Publié le 02 novembre 2009 par Combatsdh

Plus de 30 ans après son adoption, l’Assemblée du Conseil d’Etat a abandonné, à l’occasion de l’affaire « Perreux », la jurisprudence « Cohn-Bendit » (CE, Ass., 22 décembre 1978, Ministre de l’intérieur c/ Cohn-Bendit, n°11604) en reconnaissant - enfin - à tout justiciable le droit de se prévaloir, à l’appui d’un recours dirigé contre un acte administratif réglementaire, des dispositions précises et inconditionnelles d’une directive, lorsque l’Etat n’a pas pris, dans les délais impartis par celle-ci, les mesures de transposition nécessaires.

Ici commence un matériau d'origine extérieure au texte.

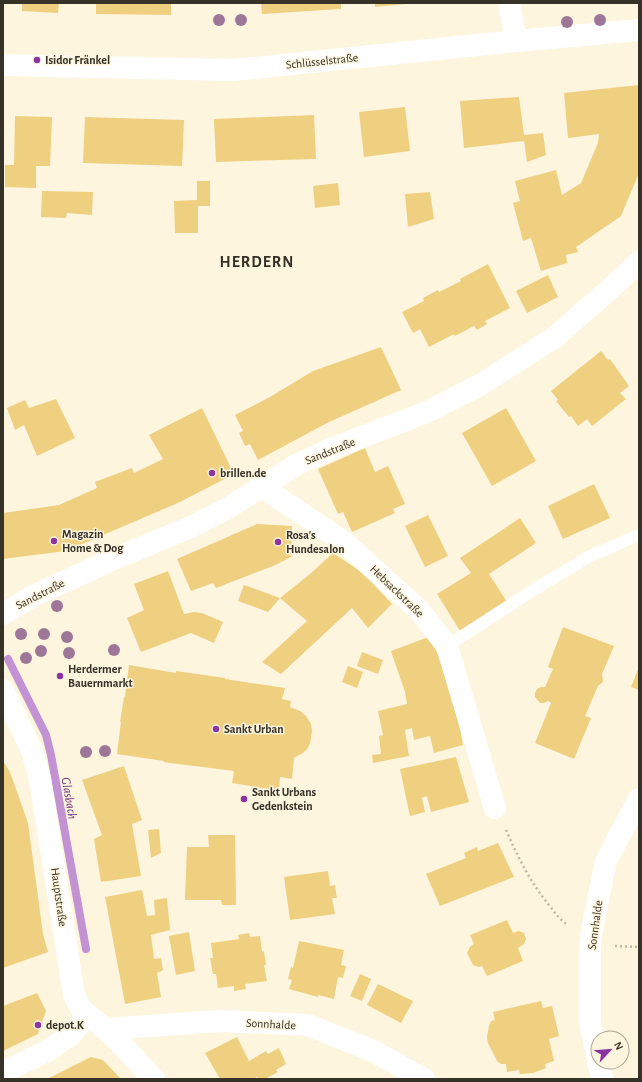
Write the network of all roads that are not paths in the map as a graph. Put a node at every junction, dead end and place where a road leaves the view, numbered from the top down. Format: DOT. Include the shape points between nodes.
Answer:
graph roads {
  1 [pos="509,3"];
  2 [pos="639,30"];
  3 [pos="516,41"];
  4 [pos="3,65"];
  5 [pos="639,262"];
  6 [pos="262,487"];
  7 [pos="639,535"];
  8 [pos="3,614"];
  9 [pos="447,646"];
  10 [pos="3,690"];
  11 [pos="639,798"];
  12 [pos="495,808"];
  13 [pos="87,1015"];
  14 [pos="106,1029"];
  15 [pos="591,1030"];
  16 [pos="3,1072"];
  17 [pos="154,1079"];
  18 [pos="424,1079"];
  1 -- 3 [label="street"];
  2 -- 3 [label="street, Schlüsselstraße"];
  3 -- 4 [label="street, Schlüsselstraße" via="234,70"];
  5 -- 6 [label="street, Sandstraße" via="555,337 480,385 427,412 296,464"];
  6 -- 8 [label="street, Sandstraße" via="228,508 40,592"];
  6 -- 9 [label="street, Hebsackstraße" via="344,542 420,611"];
  7 -- 9 [label="lane" via="590,556"];
  9 -- 12 [label="street, Hebsackstraße"];
  10 -- 13 [label="street, Hauptstraße" via="32,751 40,779 74,995 78,1006"];
  11 -- 15 [label="street, Sonnhalde" via="606,861 592,929"];
  13 -- 14 [label="street, Hauptstraße"];
  13 -- 16 [label="street" via="72,1034 47,1051"];
  14 -- 17 [label="street, Hauptstraße"];
  14 -- 18 [label="street, Sonnhalde" via="220,1021 308,1025 373,1051"];
}
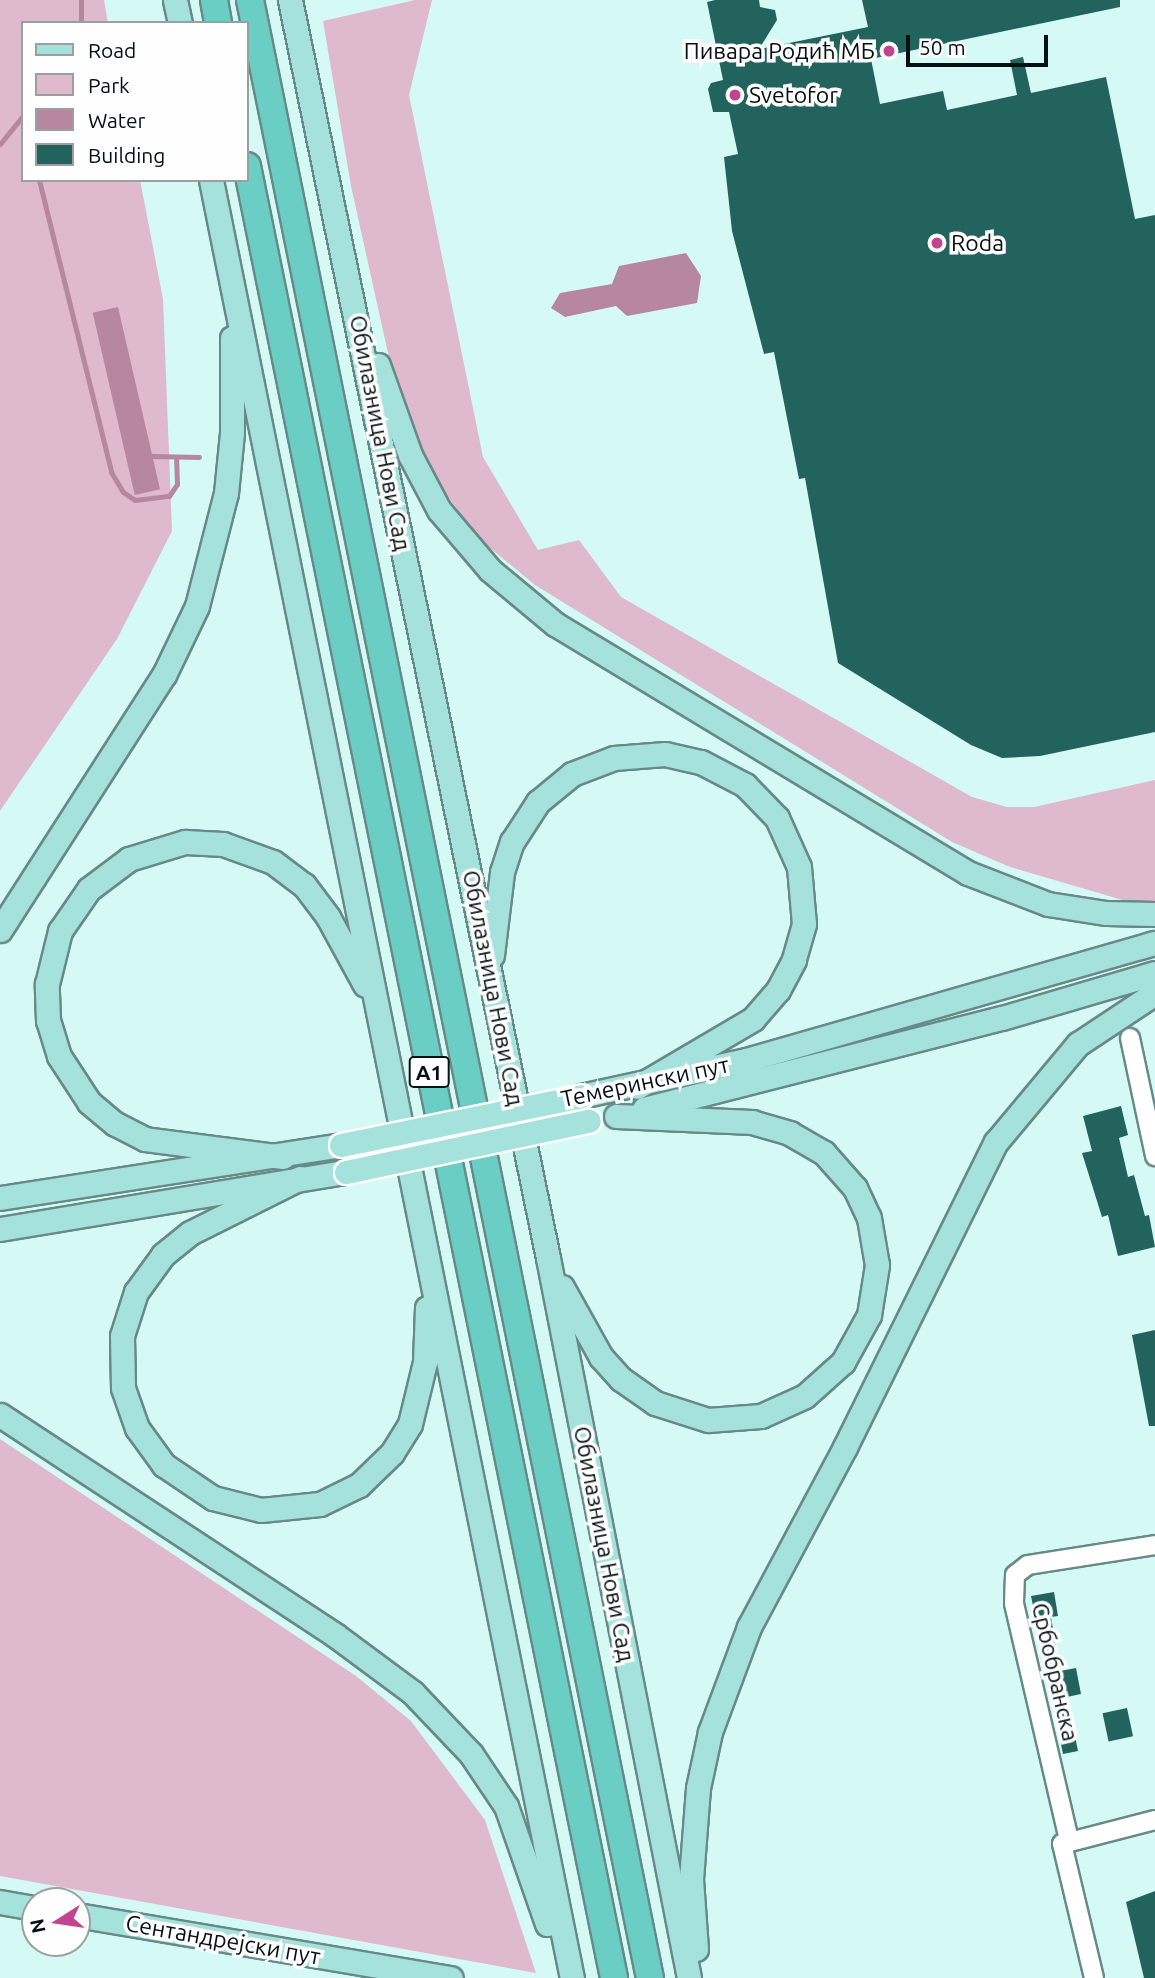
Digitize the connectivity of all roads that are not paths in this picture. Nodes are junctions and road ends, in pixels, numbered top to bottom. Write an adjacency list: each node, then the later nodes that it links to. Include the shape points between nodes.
1 (175, 0): 5 (main road)
2 (214, 0): 6 (highway)
3 (250, 0): 38 (highway, A1)
4 (290, 0): 10 (main road, Обилазница Нови Сад)
5 (180, 21)
6 (218, 21)
7 (248, 171): 37 (highway, A1)
8 (211, 182): 9 (main road)
9 (232, 289): 12 (main road, via 232,433 227,481 197,606 164,675); 17 (main road)
10 (356, 311): 11 (main road, via 410,455 439,510 490,570 555,624 968,873 1048,904 1106,913); 15 (main road, Обилазница Нови Сад)
11 (1155, 914)
12 (0, 930)
13 (1155, 943): 19 (main road, Темерински пут)
14 (1155, 973): 20 (main road, Темерински пут, via 1002,1018)
15 (490, 978): 19 (main road, via 500,881 512,842 538,802 561,782 596,763 648,753 701,762 745,785 776,818 799,867 804,924 794,960 778,990 753,1019); 26 (main road, Обилазница Нови Сад)
16 (1155, 993): 40 (main road, via 1078,1044 996,1142 845,1447 749,1627 710,1732 698,1787 691,1879)
17 (378, 1009): 22 (main road, via 318,901 281,868 239,848 185,842 148,851 100,879 69,914 54,948 46,1001 52,1038 77,1088 115,1124 145,1139); 27 (main road)
18 (1130, 1038): 21 (street)
19 (638, 1087): 22 (main road, Темерински пут, bridge)
20 (616, 1116): 23 (main road, Темерински пут, bridge); 26 (main road, via 752,1122 803,1139 835,1163 864,1204 876,1250 874,1294 858,1341 825,1381 774,1412 734,1420 684,1414 643,1396 611,1369 578,1321)
21 (1155, 1156)
22 (283, 1157): 24 (main road, Темерински пут)
23 (300, 1178): 25 (main road, Темерински пут); 27 (main road, via 176,1243 143,1280 130,1307 120,1348 126,1402 146,1442 187,1484 228,1504 275,1511 320,1504 370,1476 401,1440 417,1406 425,1362)
24 (0, 1198)
25 (0, 1229)
26 (548, 1258): 39 (main road, Обилазница Нови Сад)
27 (428, 1267): 35 (main road)
28 (0, 1415): 35 (main road, via 335,1635 436,1715 471,1754 506,1806 550,1934)
29 (1155, 1545): 31 (street, Србобранска, via 1028,1565 1015,1575 1014,1604)
30 (1155, 1820): 31 (street)
31 (1069, 1840): 41 (street, Србобранска, via 1062,1844)
32 (0, 1902): 33 (main road)
33 (21, 1906)
34 (91, 1917): 36 (main road, Сентандрејски пут)
35 (572, 1974)
36 (451, 1978)
37 (614, 1978)
38 (650, 1978)
39 (689, 1978)
40 (695, 1978)
41 (1094, 1978)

Il saisit l’occasion de cette affaire de discrimination syndicale à l’encontre de la présidente du Syndicat de la magistrature dans l’accès à un poste à l’ENM, sans reconnaître qu’elle est constituée en l’espèce, pour définir les modalités d’administration de la preuve dans le cas où il est allégué qu’une décision de l’administration est empreinte de discrimination. L’enjeu est de concilier les exigences résultant des principes constitutionnels de droits de la défense et celles du mode d’administration de la preuve en matière d’égalité de traitement des personnes dans le cadre du droit communautaire.

Ainsi par un curieux clin d’oeil de l’histoire la jurisprudence forgée en 1978 lorsque le ministre de l’Intérieur refusa d’abroger l’arrêté d’expulsion de l’ancien leader de mai 1968 a été abandonnée à l’occasion d’une affaire où une syndicaliste aurait été discriminée.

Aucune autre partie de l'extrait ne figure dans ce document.